- Work request
Return the records exactly as they are.

- Supplied data
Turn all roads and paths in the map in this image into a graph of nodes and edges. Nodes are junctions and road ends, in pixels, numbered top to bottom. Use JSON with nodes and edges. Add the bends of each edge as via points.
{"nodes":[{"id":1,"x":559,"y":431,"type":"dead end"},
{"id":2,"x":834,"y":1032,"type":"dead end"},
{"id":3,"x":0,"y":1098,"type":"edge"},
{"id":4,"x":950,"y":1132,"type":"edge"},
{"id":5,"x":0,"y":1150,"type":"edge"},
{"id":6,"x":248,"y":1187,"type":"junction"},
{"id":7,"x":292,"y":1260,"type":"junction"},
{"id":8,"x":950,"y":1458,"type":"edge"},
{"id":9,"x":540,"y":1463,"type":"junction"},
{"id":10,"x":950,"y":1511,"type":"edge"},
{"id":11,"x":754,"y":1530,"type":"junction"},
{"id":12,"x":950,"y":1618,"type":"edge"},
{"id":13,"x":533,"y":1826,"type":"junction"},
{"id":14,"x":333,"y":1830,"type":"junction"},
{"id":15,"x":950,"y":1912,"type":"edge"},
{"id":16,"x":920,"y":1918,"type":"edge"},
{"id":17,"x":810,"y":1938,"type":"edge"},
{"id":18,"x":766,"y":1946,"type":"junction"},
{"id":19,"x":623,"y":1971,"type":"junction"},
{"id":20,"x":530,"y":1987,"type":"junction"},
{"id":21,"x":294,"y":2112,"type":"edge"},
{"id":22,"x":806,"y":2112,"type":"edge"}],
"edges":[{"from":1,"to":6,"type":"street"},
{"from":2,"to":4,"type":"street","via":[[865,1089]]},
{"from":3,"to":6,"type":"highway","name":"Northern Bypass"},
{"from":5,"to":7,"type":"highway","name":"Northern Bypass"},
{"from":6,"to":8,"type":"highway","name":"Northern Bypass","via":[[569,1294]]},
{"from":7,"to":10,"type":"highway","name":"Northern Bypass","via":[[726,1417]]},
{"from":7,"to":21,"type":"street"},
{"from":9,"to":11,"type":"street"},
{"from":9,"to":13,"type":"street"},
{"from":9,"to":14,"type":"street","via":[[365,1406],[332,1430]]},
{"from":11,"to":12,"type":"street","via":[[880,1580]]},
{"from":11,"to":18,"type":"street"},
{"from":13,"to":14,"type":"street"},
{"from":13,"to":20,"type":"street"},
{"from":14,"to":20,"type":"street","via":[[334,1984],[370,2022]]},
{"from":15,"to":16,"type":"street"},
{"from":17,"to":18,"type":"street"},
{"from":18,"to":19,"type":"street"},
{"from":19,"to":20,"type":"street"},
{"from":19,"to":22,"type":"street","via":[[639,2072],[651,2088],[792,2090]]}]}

- Finished task
Turn all roads and paths in the map in this image into a graph of nodes and edges. Nodes are junctions and road ends, in pixels, numbered top to bottom. Use JSON with nodes and edges. Add the bends of each edge as via points.
{"nodes":[{"id":1,"x":559,"y":431,"type":"dead end"},
{"id":2,"x":834,"y":1032,"type":"dead end"},
{"id":3,"x":0,"y":1098,"type":"edge"},
{"id":4,"x":950,"y":1132,"type":"edge"},
{"id":5,"x":0,"y":1150,"type":"edge"},
{"id":6,"x":248,"y":1187,"type":"junction"},
{"id":7,"x":292,"y":1260,"type":"junction"},
{"id":8,"x":950,"y":1458,"type":"edge"},
{"id":9,"x":540,"y":1463,"type":"junction"},
{"id":10,"x":950,"y":1511,"type":"edge"},
{"id":11,"x":754,"y":1530,"type":"junction"},
{"id":12,"x":950,"y":1618,"type":"edge"},
{"id":13,"x":533,"y":1826,"type":"junction"},
{"id":14,"x":333,"y":1830,"type":"junction"},
{"id":15,"x":950,"y":1912,"type":"edge"},
{"id":16,"x":920,"y":1918,"type":"edge"},
{"id":17,"x":810,"y":1938,"type":"edge"},
{"id":18,"x":766,"y":1946,"type":"junction"},
{"id":19,"x":623,"y":1971,"type":"junction"},
{"id":20,"x":530,"y":1987,"type":"junction"},
{"id":21,"x":294,"y":2112,"type":"edge"},
{"id":22,"x":806,"y":2112,"type":"edge"}],
"edges":[{"from":1,"to":6,"type":"street"},
{"from":2,"to":4,"type":"street","via":[[865,1089]]},
{"from":3,"to":6,"type":"highway","name":"Northern Bypass"},
{"from":5,"to":7,"type":"highway","name":"Northern Bypass"},
{"from":6,"to":8,"type":"highway","name":"Northern Bypass","via":[[569,1294]]},
{"from":7,"to":10,"type":"highway","name":"Northern Bypass","via":[[726,1417]]},
{"from":7,"to":21,"type":"street"},
{"from":9,"to":11,"type":"street"},
{"from":9,"to":13,"type":"street"},
{"from":9,"to":14,"type":"street","via":[[365,1406],[332,1430]]},
{"from":11,"to":12,"type":"street","via":[[880,1580]]},
{"from":11,"to":18,"type":"street"},
{"from":13,"to":14,"type":"street"},
{"from":13,"to":20,"type":"street"},
{"from":14,"to":20,"type":"street","via":[[334,1984],[370,2022]]},
{"from":15,"to":16,"type":"street"},
{"from":17,"to":18,"type":"street"},
{"from":18,"to":19,"type":"street"},
{"from":19,"to":20,"type":"street"},
{"from":19,"to":22,"type":"street","via":[[639,2072],[651,2088],[792,2090]]}]}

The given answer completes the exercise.